(Records for the task Opens)

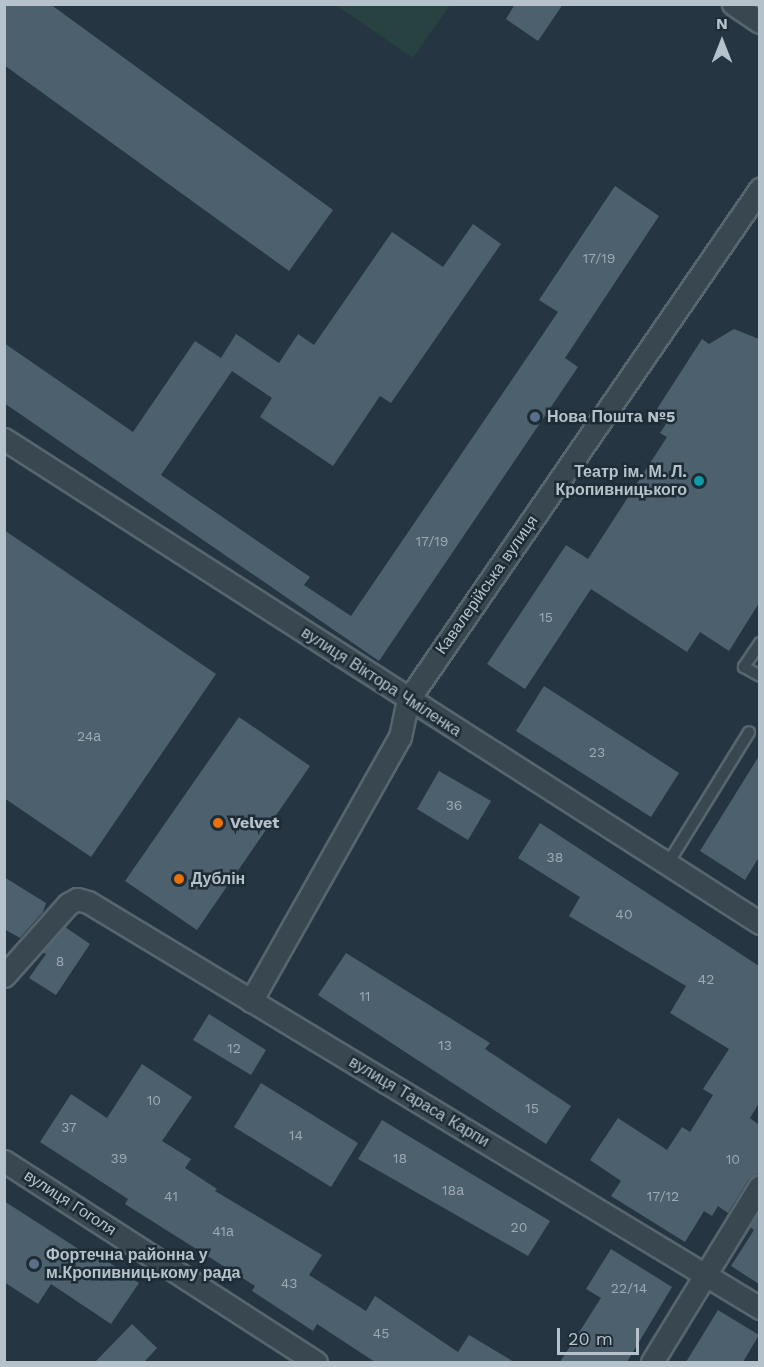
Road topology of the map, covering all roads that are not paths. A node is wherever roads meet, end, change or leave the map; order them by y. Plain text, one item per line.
1 (734, 4) edge
2 (759, 22) edge
3 (759, 189) edge
4 (4, 439) edge
5 (759, 643) edge
6 (759, 676) edge
7 (408, 700) junction
8 (749, 732) dead end
9 (667, 865) junction
10 (759, 923) edge
11 (4, 976) edge
12 (251, 1001) junction
13 (4, 1161) edge
14 (759, 1186) edge
15 (705, 1275) junction
16 (759, 1308) edge
17 (316, 1362) edge
18 (652, 1362) edge

1 - 2 street
3 - 7 street, Кавалерійська вулиця
4 - 7 street, вулиця Віктора Чміленка
5 - 6 lane
7 - 9 street, вулиця Віктора Чміленка
7 - 12 street, Кавалерійська вулиця
8 - 9 lane
9 - 10 street, вулиця Віктора Чміленка
11 - 12 street, вулиця Тараса Карпи
12 - 15 street, вулиця Тараса Карпи
13 - 17 street, вулиця Гоголя
14 - 15 street
15 - 16 street, вулиця Тараса Карпи
15 - 18 street

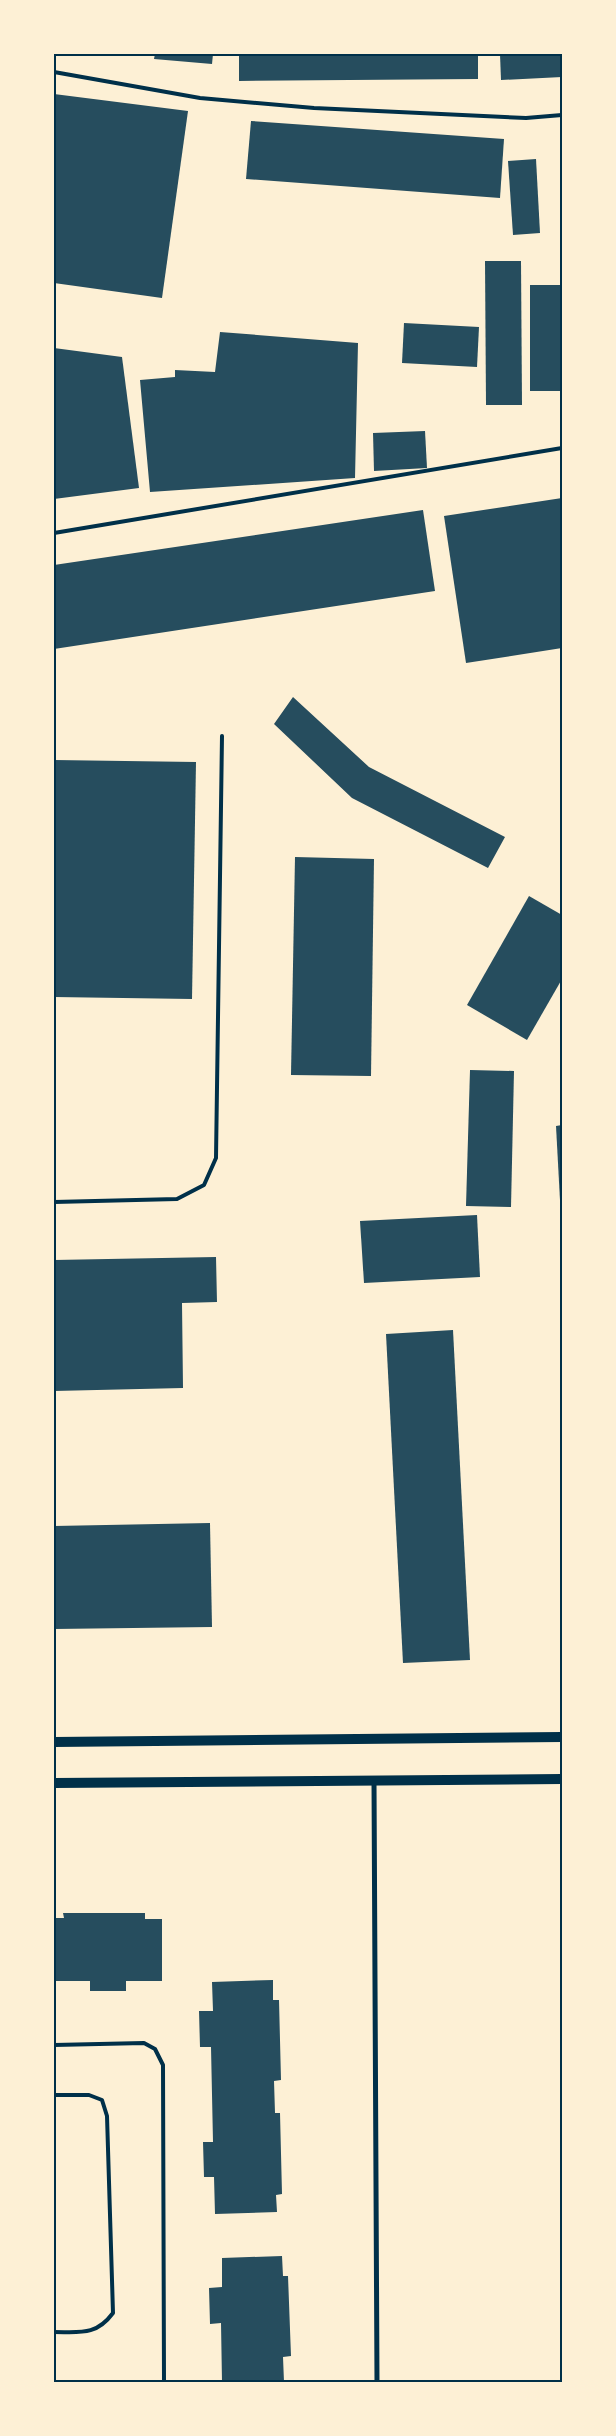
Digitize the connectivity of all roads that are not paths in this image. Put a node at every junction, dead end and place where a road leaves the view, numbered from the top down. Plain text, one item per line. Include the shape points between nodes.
1 (54, 72) edge
2 (562, 115) edge
3 (562, 448) edge
4 (54, 533) edge
5 (222, 736) dead end
6 (54, 1202) edge
7 (562, 1737) edge
8 (54, 1742) edge
9 (562, 1779) edge
10 (374, 1780) junction
11 (54, 1783) edge
12 (54, 2045) edge
13 (54, 2095) edge
14 (54, 2332) edge
15 (164, 2382) edge
16 (377, 2382) edge

1 - 2 lane via 200,98 304,107 526,118
3 - 4 lane
5 - 6 lane via 216,1158 204,1185 177,1199
7 - 8 main road
9 - 10 main road
10 - 11 main road
10 - 16 street
12 - 15 lane via 144,2044 155,2049 162,2065
13 - 14 lane via 89,2095 102,2100 107,2116 113,2314 104,2326 89,2332

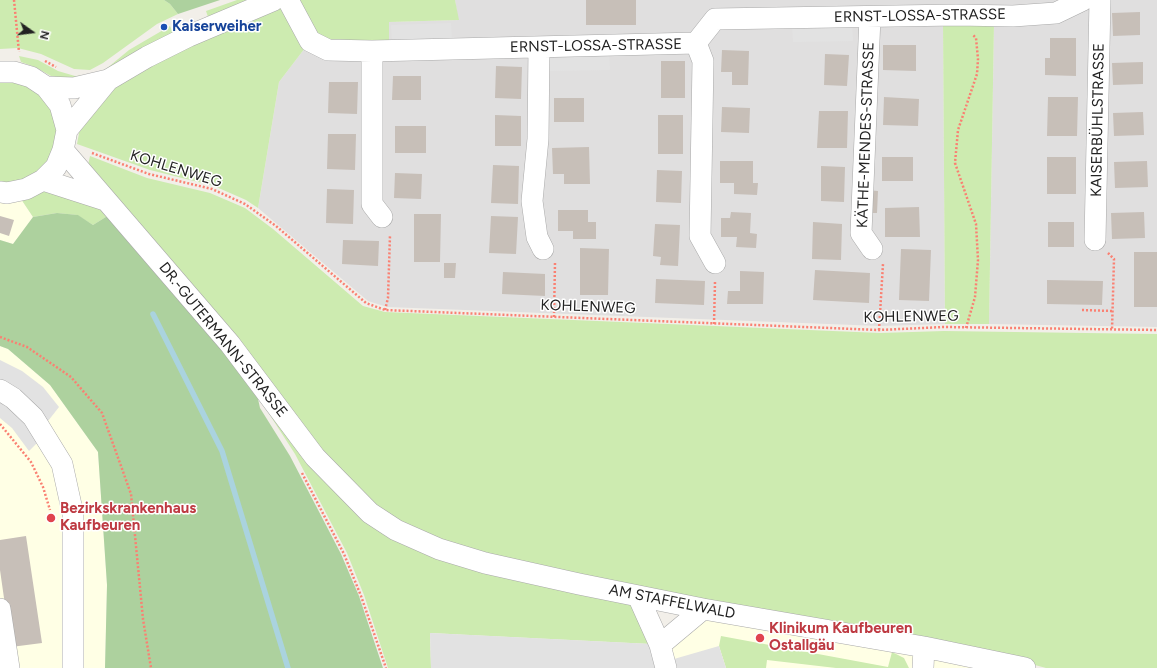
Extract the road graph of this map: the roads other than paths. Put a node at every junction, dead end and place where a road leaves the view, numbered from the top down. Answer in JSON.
{"nodes":[{"id":1,"x":274,"y":0,"type":"edge"},
{"id":2,"x":288,"y":0,"type":"edge"},
{"id":3,"x":1083,"y":0,"type":"edge"},
{"id":4,"x":1100,"y":0,"type":"edge"},
{"id":5,"x":870,"y":17,"type":"junction"},
{"id":6,"x":696,"y":43,"type":"junction"},
{"id":7,"x":538,"y":47,"type":"junction"},
{"id":8,"x":372,"y":51,"type":"junction"},
{"id":9,"x":0,"y":72,"type":"edge"},
{"id":10,"x":108,"y":80,"type":"junction"},
{"id":11,"x":46,"y":87,"type":"junction"},
{"id":12,"x":65,"y":142,"type":"junction"},
{"id":13,"x":43,"y":180,"type":"junction"},
{"id":14,"x":0,"y":192,"type":"edge"},
{"id":15,"x":105,"y":200,"type":"junction"},
{"id":16,"x":382,"y":217,"type":"road end"},
{"id":17,"x":1095,"y":240,"type":"road end"},
{"id":18,"x":544,"y":249,"type":"road end"},
{"id":19,"x":872,"y":250,"type":"road end"},
{"id":20,"x":715,"y":263,"type":"road end"},
{"id":21,"x":0,"y":390,"type":"edge"},
{"id":22,"x":339,"y":483,"type":"joint"},
{"id":23,"x":638,"y":596,"type":"junction"},
{"id":24,"x":0,"y":609,"type":"edge"},
{"id":25,"x":703,"y":610,"type":"junction"},
{"id":26,"x":660,"y":645,"type":"junction"},
{"id":27,"x":924,"y":648,"type":"junction"},
{"id":28,"x":9,"y":668,"type":"edge"},
{"id":29,"x":73,"y":668,"type":"edge"},
{"id":30,"x":666,"y":668,"type":"edge"},
{"id":31,"x":923,"y":668,"type":"edge"},
{"id":32,"x":1025,"y":668,"type":"edge"}],
"edges":[{"from":1,"to":10,"type":"street"},
{"from":2,"to":8,"type":"street","name":"ERNST-LOSSA-STRASSE"},
{"from":3,"to":5,"type":"street","name":"ERNST-LOSSA-STRASSE"},
{"from":4,"to":17,"type":"street","name":"KAISERBÜHLSTRASSE"},
{"from":5,"to":6,"type":"street","name":"ERNST-LOSSA-STRASSE"},
{"from":5,"to":19,"type":"street","name":"KÄTHE-MENDES-STRASSE"},
{"from":6,"to":7,"type":"street","name":"ERNST-LOSSA-STRASSE"},
{"from":6,"to":20,"type":"street"},
{"from":7,"to":8,"type":"street","name":"ERNST-LOSSA-STRASSE"},
{"from":7,"to":18,"type":"street"},
{"from":8,"to":16,"type":"street"},
{"from":9,"to":11,"type":"street"},
{"from":10,"to":11,"type":"street"},
{"from":10,"to":12,"type":"street"},
{"from":11,"to":12,"type":"street"},
{"from":12,"to":13,"type":"street"},
{"from":12,"to":15,"type":"street","name":"DR.-GUTERMANN-STRASSE"},
{"from":13,"to":14,"type":"street"},
{"from":13,"to":15,"type":"street"},
{"from":15,"to":22,"type":"street","name":"DR.-GUTERMANN-STRASSE"},
{"from":21,"to":29,"type":"street"},
{"from":22,"to":23,"type":"street","name":"AM STAFFELWALD"},
{"from":23,"to":25,"type":"street","name":"AM STAFFELWALD"},
{"from":23,"to":26,"type":"street"},
{"from":24,"to":28,"type":"street"},
{"from":25,"to":26,"type":"street"},
{"from":25,"to":27,"type":"street","name":"AM STAFFELWALD"},
{"from":26,"to":30,"type":"street"},
{"from":27,"to":31,"type":"street"},
{"from":27,"to":32,"type":"street","name":"AM STAFFELWALD"}]}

(Records for the task Closes)

▸ Task
All of the data, minus its pictures, should be repeated exactly.

▸ Task output
Road topology of the map, covering all roads that are not paths. A node is wherever roads meet, end, change or leave the map; order them by y. Plain text, one item per line.
1 (734, 4) edge
2 (759, 22) edge
3 (759, 189) edge
4 (4, 439) edge
5 (759, 643) edge
6 (759, 676) edge
7 (408, 700) junction
8 (749, 732) dead end
9 (667, 865) junction
10 (759, 923) edge
11 (4, 976) edge
12 (251, 1001) junction
13 (4, 1161) edge
14 (759, 1186) edge
15 (705, 1275) junction
16 (759, 1308) edge
17 (316, 1362) edge
18 (652, 1362) edge

1 - 2 street
3 - 7 street, Кавалерійська вулиця
4 - 7 street, вулиця Віктора Чміленка
5 - 6 lane
7 - 9 street, вулиця Віктора Чміленка
7 - 12 street, Кавалерійська вулиця
8 - 9 lane
9 - 10 street, вулиця Віктора Чміленка
11 - 12 street, вулиця Тараса Карпи
12 - 15 street, вулиця Тараса Карпи
13 - 17 street, вулиця Гоголя
14 - 15 street
15 - 16 street, вулиця Тараса Карпи
15 - 18 street

Digitize the connectivity of all roads that are not paths in this image. Put a node at every junction, dead end and place where a road leaves the view, numbered from the top down. Plain text, one item per line. Include the shape points between nodes.
1 (54, 72) edge
2 (562, 115) edge
3 (562, 448) edge
4 (54, 533) edge
5 (222, 736) dead end
6 (54, 1202) edge
7 (562, 1737) edge
8 (54, 1742) edge
9 (562, 1779) edge
10 (374, 1780) junction
11 (54, 1783) edge
12 (54, 2045) edge
13 (54, 2095) edge
14 (54, 2332) edge
15 (164, 2382) edge
16 (377, 2382) edge

1 - 2 lane via 200,98 304,107 526,118
3 - 4 lane
5 - 6 lane via 216,1158 204,1185 177,1199
7 - 8 main road
9 - 10 main road
10 - 11 main road
10 - 16 street
12 - 15 lane via 144,2044 155,2049 162,2065
13 - 14 lane via 89,2095 102,2100 107,2116 113,2314 104,2326 89,2332

Extract the road graph of this map: the roads other than paths. Put a node at every junction, dead end and place where a road leaves the view, numbered from the top down. Answer in JSON.
{"nodes":[{"id":1,"x":274,"y":0,"type":"edge"},
{"id":2,"x":288,"y":0,"type":"edge"},
{"id":3,"x":1083,"y":0,"type":"edge"},
{"id":4,"x":1100,"y":0,"type":"edge"},
{"id":5,"x":870,"y":17,"type":"junction"},
{"id":6,"x":696,"y":43,"type":"junction"},
{"id":7,"x":538,"y":47,"type":"junction"},
{"id":8,"x":372,"y":51,"type":"junction"},
{"id":9,"x":0,"y":72,"type":"edge"},
{"id":10,"x":108,"y":80,"type":"junction"},
{"id":11,"x":46,"y":87,"type":"junction"},
{"id":12,"x":65,"y":142,"type":"junction"},
{"id":13,"x":43,"y":180,"type":"junction"},
{"id":14,"x":0,"y":192,"type":"edge"},
{"id":15,"x":105,"y":200,"type":"junction"},
{"id":16,"x":382,"y":217,"type":"road end"},
{"id":17,"x":1095,"y":240,"type":"road end"},
{"id":18,"x":544,"y":249,"type":"road end"},
{"id":19,"x":872,"y":250,"type":"road end"},
{"id":20,"x":715,"y":263,"type":"road end"},
{"id":21,"x":0,"y":390,"type":"edge"},
{"id":22,"x":339,"y":483,"type":"joint"},
{"id":23,"x":638,"y":596,"type":"junction"},
{"id":24,"x":0,"y":609,"type":"edge"},
{"id":25,"x":703,"y":610,"type":"junction"},
{"id":26,"x":660,"y":645,"type":"junction"},
{"id":27,"x":924,"y":648,"type":"junction"},
{"id":28,"x":9,"y":668,"type":"edge"},
{"id":29,"x":73,"y":668,"type":"edge"},
{"id":30,"x":666,"y":668,"type":"edge"},
{"id":31,"x":923,"y":668,"type":"edge"},
{"id":32,"x":1025,"y":668,"type":"edge"}],
"edges":[{"from":1,"to":10,"type":"street"},
{"from":2,"to":8,"type":"street","name":"ERNST-LOSSA-STRASSE"},
{"from":3,"to":5,"type":"street","name":"ERNST-LOSSA-STRASSE"},
{"from":4,"to":17,"type":"street","name":"KAISERBÜHLSTRASSE"},
{"from":5,"to":6,"type":"street","name":"ERNST-LOSSA-STRASSE"},
{"from":5,"to":19,"type":"street","name":"KÄTHE-MENDES-STRASSE"},
{"from":6,"to":7,"type":"street","name":"ERNST-LOSSA-STRASSE"},
{"from":6,"to":20,"type":"street"},
{"from":7,"to":8,"type":"street","name":"ERNST-LOSSA-STRASSE"},
{"from":7,"to":18,"type":"street"},
{"from":8,"to":16,"type":"street"},
{"from":9,"to":11,"type":"street"},
{"from":10,"to":11,"type":"street"},
{"from":10,"to":12,"type":"street"},
{"from":11,"to":12,"type":"street"},
{"from":12,"to":13,"type":"street"},
{"from":12,"to":15,"type":"street","name":"DR.-GUTERMANN-STRASSE"},
{"from":13,"to":14,"type":"street"},
{"from":13,"to":15,"type":"street"},
{"from":15,"to":22,"type":"street","name":"DR.-GUTERMANN-STRASSE"},
{"from":21,"to":29,"type":"street"},
{"from":22,"to":23,"type":"street","name":"AM STAFFELWALD"},
{"from":23,"to":25,"type":"street","name":"AM STAFFELWALD"},
{"from":23,"to":26,"type":"street"},
{"from":24,"to":28,"type":"street"},
{"from":25,"to":26,"type":"street"},
{"from":25,"to":27,"type":"street","name":"AM STAFFELWALD"},
{"from":26,"to":30,"type":"street"},
{"from":27,"to":31,"type":"street"},
{"from":27,"to":32,"type":"street","name":"AM STAFFELWALD"}]}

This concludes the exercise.